It's time to build a worm home, a vermicomposting container, where you can feed and raise red worms, or tiger worms, that will turn shredded paper and vegetables into new soil for class gardens or potted plants.
This is the culminating event of the "Promote Global WORMING! project. Even though many people have their own methodology for creating worm bins for vermicomposting, I've selected a simple one that can serve as a large group worm bin for an entire class. If the leader, teacher, has enough room, each of the intial four groups would learn the most by making their own worm composting bin to analyze and develop.
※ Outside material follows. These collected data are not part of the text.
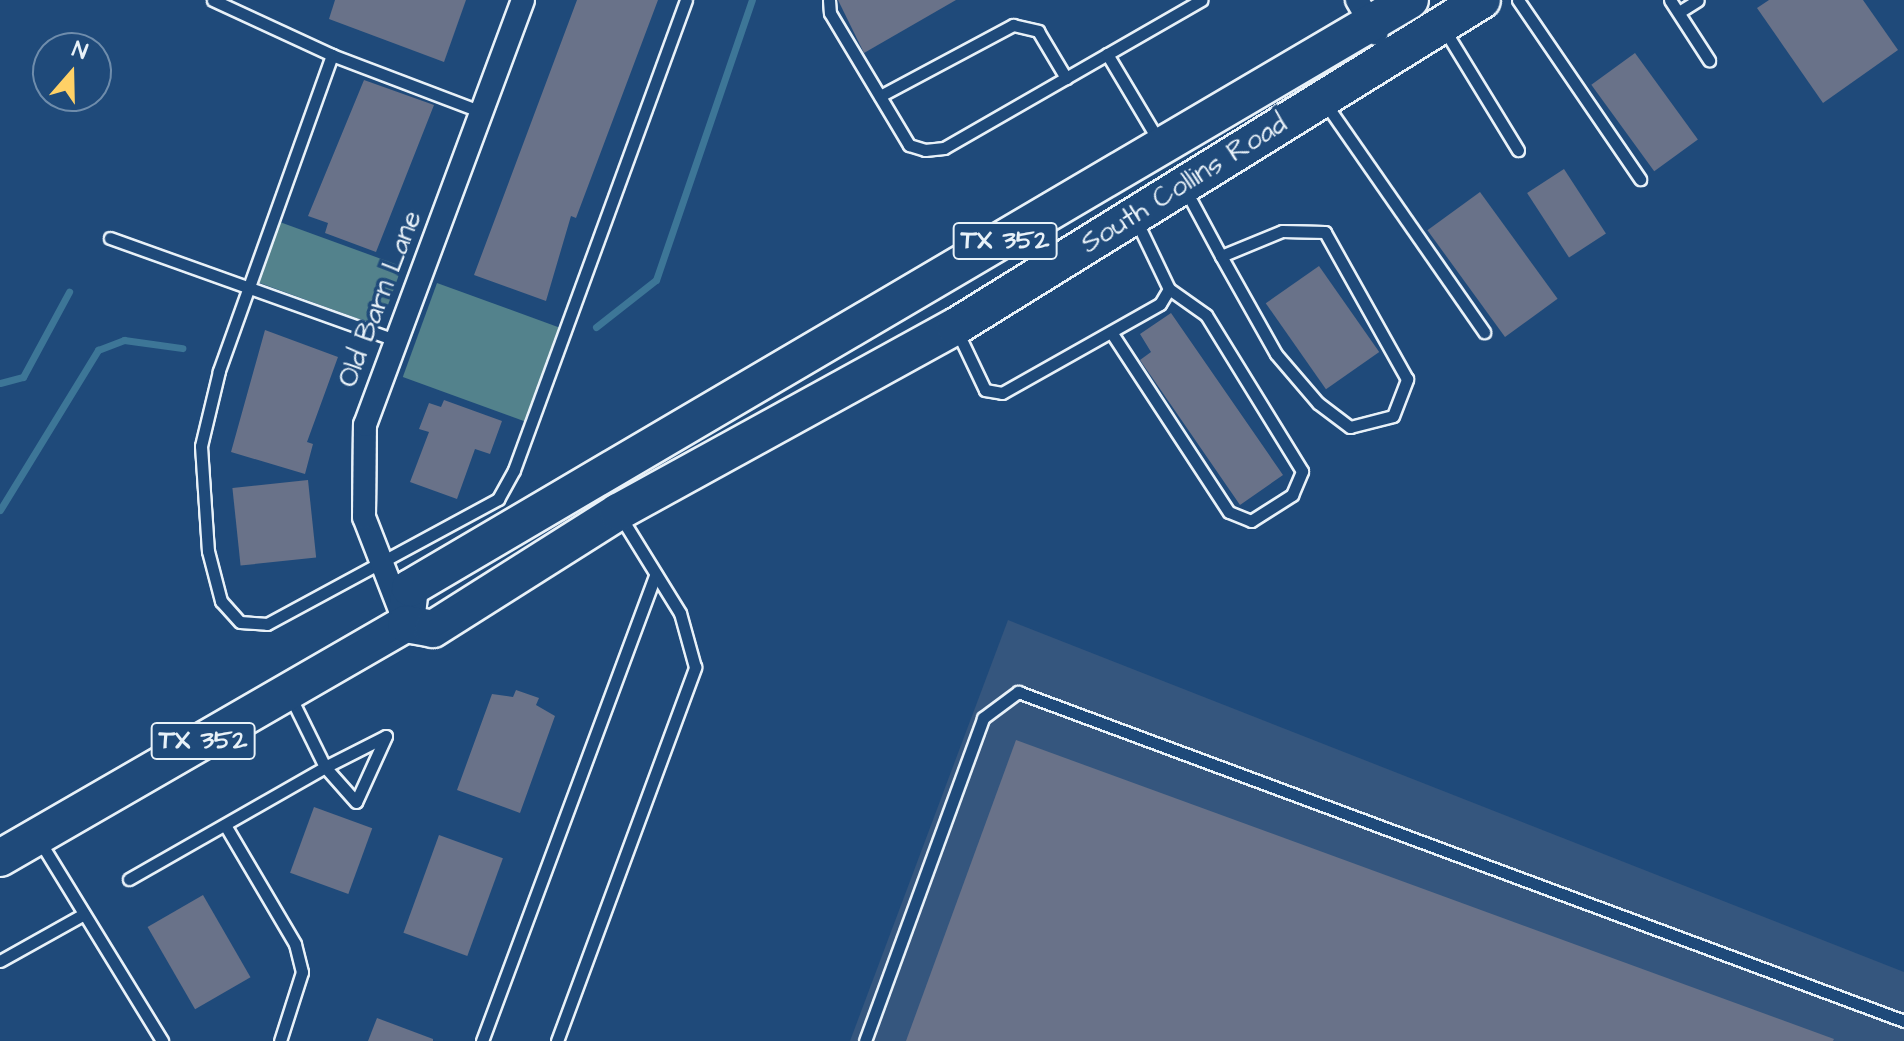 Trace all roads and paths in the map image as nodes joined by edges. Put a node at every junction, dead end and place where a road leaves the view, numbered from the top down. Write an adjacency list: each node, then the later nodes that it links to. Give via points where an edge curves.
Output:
1 (213, 0): 15 (lane)
2 (523, 0): 21 (street, Old Barn Lane)
3 (686, 0): 37 (lane, via 514,470 498,499)
4 (829, 0): 19 (lane)
5 (1201, 0): 14 (lane)
6 (1410, 0): 12 (main road, South Collins Road / TX 352)
7 (1482, 0): 13 (main road, South Collins Road / TX 352)
8 (1518, 0): 24 (lane)
9 (1670, 0): 11 (lane)
10 (1698, 0): 11 (lane)
11 (1679, 12): 17 (lane)
12 (1365, 13): 16 (street); 22 (main road, South Collins Road / TX 352)
13 (1441, 25): 16 (main road, South Collins Road / TX 352); 23 (lane)
14 (1107, 54): 18 (lane); 22 (lane)
15 (332, 55): 21 (lane); 29 (lane)
16 (1390, 57): 20 (main road, South Collins Road / TX 352)
17 (1709, 60)
18 (1066, 78): 19 (lane, via 1038,31 1013,25); 19 (lane, via 944,148 909,145)
19 (880, 96)
20 (1322, 99): 25 (main road, South Collins Road / TX 352); 33 (lane)
21 (482, 112): 34 (street, Old Barn Lane)
22 (1163, 148): 35 (main road, South Collins Road / TX 352)
23 (1518, 150)
24 (1640, 179)
25 (1183, 185): 26 (main road, South Collins Road / TX 352); 28 (lane)
26 (1134, 215): 30 (lane); 31 (main road, South Collins Road / TX 352)
27 (110, 238): 29 (lane)
28 (1221, 256): 28 (lane, via 1276,354 1318,403 1350,427 1393,416 1407,379 1325,232 1282,231)
29 (249, 287): 34 (lane); 37 (lane, via 201,446 208,551 221,601 240,622 267,624)
30 (1169, 289): 32 (lane, via 1160,304); 32 (lane, via 1206,315 1302,471 1292,495 1251,521 1229,512)
31 (955, 327): 32 (lane, via 985,390 1002,393); 36 (main road, South Collins Road / TX 352)
32 (1111, 332)
33 (1484, 332)
34 (397, 341): 37 (street, Old Barn Lane, via 365,425 362,456 364,517)
35 (598, 481): 36 (main road); 39 (main road, TX 352, via 410,588)
36 (605, 521): 38 (lane); 39 (main road, TX 352, via 433,629)
37 (382, 564): 39 (street, Old Barn Lane)
38 (656, 574): 51 (lane); 52 (lane, via 691,637 695,667)
39 (406, 624): 40 (main road, TX 352)
40 (288, 692): 41 (lane); 43 (main road, TX 352)
41 (325, 767): 41 (lane, via 362,749 386,736 356,802); 42 (lane)
42 (225, 825): 45 (lane); 50 (lane, via 295,944 302,972)
43 (37, 837): 44 (main road, TX 352); 46 (lane)
44 (0, 858)
45 (129, 879)
46 (84, 914): 47 (lane); 49 (lane)
47 (0, 961)
48 (1904, 1021): 53 (lane, via 1018,692 983,718)
49 (162, 1041)
50 (280, 1041)
51 (482, 1041)
52 (557, 1041)
53 (865, 1041)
Several activities found in the Project WILD Aquatic curriculum guide are related to this study of worm (decomposers) habitats or can be used as extensions. For instance, the "Edge of Home" activity found on pages 75-78, can be used to tie in the connection between aquatic, semi-aquatic and dry land habitats. This activity refers to the study of ecotones, so it would be an excellent extension for upper elementary to adult learners.
Other Project WILD Aquatic lessons and activities should be used or adapted for this project, including another great activity about habitats and riparian areaa, "Blue Ribbon Niche" on pages 52-55. "Wetland Metaphors", on pages 39-42, would help students understand more about the productivity of wetlands where earthworms are part of the decomposer species.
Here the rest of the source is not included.